What you have to do |
Check every line of the entries that follow, and copy the ones containing "Porto".
------------------------------------------------
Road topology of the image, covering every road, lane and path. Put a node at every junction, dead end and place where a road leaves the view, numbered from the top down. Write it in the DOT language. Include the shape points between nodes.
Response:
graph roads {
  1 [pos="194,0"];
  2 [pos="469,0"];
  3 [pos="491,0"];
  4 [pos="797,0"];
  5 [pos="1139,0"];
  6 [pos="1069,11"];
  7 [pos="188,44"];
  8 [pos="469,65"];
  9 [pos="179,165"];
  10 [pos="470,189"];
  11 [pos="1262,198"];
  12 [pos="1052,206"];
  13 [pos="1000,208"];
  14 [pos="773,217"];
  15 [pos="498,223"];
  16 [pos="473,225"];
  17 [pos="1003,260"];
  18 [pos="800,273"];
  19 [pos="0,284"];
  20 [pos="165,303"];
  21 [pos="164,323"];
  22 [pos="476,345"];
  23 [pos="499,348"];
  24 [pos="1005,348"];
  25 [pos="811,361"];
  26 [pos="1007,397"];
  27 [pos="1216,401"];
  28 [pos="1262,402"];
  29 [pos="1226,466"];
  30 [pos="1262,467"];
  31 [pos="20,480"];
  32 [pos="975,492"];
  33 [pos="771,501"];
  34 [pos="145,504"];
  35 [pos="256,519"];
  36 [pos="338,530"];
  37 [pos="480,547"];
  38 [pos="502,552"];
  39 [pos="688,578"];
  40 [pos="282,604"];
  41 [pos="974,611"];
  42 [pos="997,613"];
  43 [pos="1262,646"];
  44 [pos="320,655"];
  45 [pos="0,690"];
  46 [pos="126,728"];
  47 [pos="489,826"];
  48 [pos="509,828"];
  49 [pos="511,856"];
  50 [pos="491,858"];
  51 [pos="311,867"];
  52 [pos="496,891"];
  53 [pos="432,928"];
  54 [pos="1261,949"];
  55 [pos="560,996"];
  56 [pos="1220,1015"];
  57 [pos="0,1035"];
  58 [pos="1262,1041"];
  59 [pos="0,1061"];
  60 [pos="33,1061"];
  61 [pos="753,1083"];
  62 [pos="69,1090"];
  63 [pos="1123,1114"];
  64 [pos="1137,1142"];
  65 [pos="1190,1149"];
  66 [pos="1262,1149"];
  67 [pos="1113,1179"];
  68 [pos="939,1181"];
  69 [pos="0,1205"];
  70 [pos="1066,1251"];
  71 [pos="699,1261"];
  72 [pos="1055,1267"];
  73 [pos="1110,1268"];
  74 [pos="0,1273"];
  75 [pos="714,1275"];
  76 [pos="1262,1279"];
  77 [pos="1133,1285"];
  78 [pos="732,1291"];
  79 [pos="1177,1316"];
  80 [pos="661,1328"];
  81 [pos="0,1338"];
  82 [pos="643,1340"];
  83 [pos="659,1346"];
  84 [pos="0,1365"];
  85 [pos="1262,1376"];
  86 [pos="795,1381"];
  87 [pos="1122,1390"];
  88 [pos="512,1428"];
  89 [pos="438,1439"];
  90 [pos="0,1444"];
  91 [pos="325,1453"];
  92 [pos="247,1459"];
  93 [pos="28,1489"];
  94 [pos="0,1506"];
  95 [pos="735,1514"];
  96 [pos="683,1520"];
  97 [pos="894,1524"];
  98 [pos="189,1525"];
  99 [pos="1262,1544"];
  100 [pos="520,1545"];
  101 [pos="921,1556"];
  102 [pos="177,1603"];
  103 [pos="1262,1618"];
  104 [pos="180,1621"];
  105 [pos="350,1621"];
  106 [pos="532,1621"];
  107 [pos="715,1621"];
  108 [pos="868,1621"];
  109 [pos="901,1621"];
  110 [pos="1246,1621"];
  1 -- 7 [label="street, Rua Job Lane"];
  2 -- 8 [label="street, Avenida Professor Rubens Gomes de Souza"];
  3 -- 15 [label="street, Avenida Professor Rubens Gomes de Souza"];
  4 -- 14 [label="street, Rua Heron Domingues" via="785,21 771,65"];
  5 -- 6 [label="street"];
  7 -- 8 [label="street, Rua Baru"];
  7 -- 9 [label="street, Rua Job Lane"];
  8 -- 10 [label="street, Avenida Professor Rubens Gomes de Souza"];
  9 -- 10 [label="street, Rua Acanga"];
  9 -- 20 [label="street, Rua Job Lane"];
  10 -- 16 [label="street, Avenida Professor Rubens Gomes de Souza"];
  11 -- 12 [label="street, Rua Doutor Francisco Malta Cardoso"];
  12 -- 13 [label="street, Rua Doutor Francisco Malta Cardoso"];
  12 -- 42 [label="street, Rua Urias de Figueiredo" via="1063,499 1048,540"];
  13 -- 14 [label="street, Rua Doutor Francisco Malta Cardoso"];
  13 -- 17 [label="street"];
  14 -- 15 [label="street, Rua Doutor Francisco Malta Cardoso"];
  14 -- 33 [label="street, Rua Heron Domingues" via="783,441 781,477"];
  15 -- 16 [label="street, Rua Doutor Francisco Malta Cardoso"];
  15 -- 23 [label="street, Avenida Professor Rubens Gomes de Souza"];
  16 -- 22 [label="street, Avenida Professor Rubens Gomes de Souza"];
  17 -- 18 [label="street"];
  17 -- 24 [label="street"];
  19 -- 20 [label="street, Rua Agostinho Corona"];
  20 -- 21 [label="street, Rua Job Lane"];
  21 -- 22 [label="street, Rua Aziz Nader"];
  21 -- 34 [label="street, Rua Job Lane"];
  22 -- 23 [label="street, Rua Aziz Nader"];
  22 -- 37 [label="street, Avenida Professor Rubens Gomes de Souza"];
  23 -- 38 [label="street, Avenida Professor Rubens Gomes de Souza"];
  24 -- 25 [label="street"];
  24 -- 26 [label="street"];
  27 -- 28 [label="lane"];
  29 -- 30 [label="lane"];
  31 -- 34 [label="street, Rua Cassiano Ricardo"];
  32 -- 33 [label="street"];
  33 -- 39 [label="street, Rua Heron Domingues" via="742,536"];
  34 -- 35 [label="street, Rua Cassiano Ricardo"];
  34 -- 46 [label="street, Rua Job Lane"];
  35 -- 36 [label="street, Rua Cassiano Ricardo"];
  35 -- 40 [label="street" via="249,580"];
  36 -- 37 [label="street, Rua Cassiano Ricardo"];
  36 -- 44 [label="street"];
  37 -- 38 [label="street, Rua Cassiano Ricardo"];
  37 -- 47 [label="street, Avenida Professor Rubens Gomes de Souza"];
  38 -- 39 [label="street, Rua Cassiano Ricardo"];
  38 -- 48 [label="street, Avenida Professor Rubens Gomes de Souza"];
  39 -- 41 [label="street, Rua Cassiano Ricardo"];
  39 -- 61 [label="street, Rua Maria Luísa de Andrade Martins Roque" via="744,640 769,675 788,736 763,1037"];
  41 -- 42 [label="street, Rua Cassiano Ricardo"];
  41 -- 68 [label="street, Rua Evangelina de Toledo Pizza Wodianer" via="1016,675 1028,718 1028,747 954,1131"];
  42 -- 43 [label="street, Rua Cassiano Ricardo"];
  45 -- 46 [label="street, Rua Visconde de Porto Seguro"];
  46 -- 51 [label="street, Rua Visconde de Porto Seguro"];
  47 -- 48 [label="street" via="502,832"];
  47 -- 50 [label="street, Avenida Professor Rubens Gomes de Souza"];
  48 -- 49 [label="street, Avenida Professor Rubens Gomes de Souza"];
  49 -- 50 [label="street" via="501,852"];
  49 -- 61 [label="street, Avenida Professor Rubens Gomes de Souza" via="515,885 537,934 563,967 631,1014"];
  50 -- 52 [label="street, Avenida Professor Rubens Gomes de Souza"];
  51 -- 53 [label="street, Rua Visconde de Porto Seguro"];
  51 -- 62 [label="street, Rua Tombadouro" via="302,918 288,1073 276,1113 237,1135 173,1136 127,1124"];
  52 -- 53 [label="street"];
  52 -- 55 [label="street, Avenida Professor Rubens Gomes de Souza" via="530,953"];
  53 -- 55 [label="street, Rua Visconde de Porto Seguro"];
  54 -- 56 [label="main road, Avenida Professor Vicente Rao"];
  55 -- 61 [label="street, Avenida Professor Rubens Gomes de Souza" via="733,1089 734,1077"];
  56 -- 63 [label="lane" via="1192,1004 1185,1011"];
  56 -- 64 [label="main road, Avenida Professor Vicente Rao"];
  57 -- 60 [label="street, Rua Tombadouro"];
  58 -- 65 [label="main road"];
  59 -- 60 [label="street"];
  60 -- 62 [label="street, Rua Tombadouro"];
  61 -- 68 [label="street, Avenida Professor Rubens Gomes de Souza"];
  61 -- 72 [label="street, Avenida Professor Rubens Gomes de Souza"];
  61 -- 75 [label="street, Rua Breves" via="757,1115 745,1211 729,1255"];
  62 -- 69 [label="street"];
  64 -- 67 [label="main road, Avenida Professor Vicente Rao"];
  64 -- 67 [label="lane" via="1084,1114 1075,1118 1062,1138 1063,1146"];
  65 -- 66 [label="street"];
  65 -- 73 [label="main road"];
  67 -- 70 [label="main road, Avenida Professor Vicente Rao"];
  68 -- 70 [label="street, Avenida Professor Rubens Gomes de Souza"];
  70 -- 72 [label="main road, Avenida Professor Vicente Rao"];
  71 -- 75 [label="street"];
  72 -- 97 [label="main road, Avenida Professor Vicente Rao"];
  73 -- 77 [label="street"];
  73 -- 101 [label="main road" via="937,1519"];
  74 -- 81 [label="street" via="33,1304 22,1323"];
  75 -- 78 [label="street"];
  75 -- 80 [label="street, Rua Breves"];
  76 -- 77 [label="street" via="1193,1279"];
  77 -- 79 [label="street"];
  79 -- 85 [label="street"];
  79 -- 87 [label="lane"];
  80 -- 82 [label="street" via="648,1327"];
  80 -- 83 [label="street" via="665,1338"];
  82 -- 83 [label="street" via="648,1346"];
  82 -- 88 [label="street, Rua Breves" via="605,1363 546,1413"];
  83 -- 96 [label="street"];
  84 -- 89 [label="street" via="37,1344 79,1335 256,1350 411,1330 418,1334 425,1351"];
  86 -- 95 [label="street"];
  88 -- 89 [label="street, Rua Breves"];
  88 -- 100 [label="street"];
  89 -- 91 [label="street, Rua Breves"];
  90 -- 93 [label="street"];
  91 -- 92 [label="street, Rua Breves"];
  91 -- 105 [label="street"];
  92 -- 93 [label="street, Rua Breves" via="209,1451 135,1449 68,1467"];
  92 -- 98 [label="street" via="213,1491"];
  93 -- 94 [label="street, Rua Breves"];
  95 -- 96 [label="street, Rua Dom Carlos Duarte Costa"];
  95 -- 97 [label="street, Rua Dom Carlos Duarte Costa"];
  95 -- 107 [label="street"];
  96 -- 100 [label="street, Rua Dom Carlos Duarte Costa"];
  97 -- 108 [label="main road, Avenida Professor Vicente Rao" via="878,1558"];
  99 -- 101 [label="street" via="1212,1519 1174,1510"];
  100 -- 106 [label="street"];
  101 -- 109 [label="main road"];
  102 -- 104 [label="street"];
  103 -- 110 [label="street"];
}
------------------------------------------------
Exercise response |
  45 -- 46 [label="street, Rua Visconde de Porto Seguro"];
  46 -- 51 [label="street, Rua Visconde de Porto Seguro"];
  51 -- 53 [label="street, Rua Visconde de Porto Seguro"];
  53 -- 55 [label="street, Rua Visconde de Porto Seguro"];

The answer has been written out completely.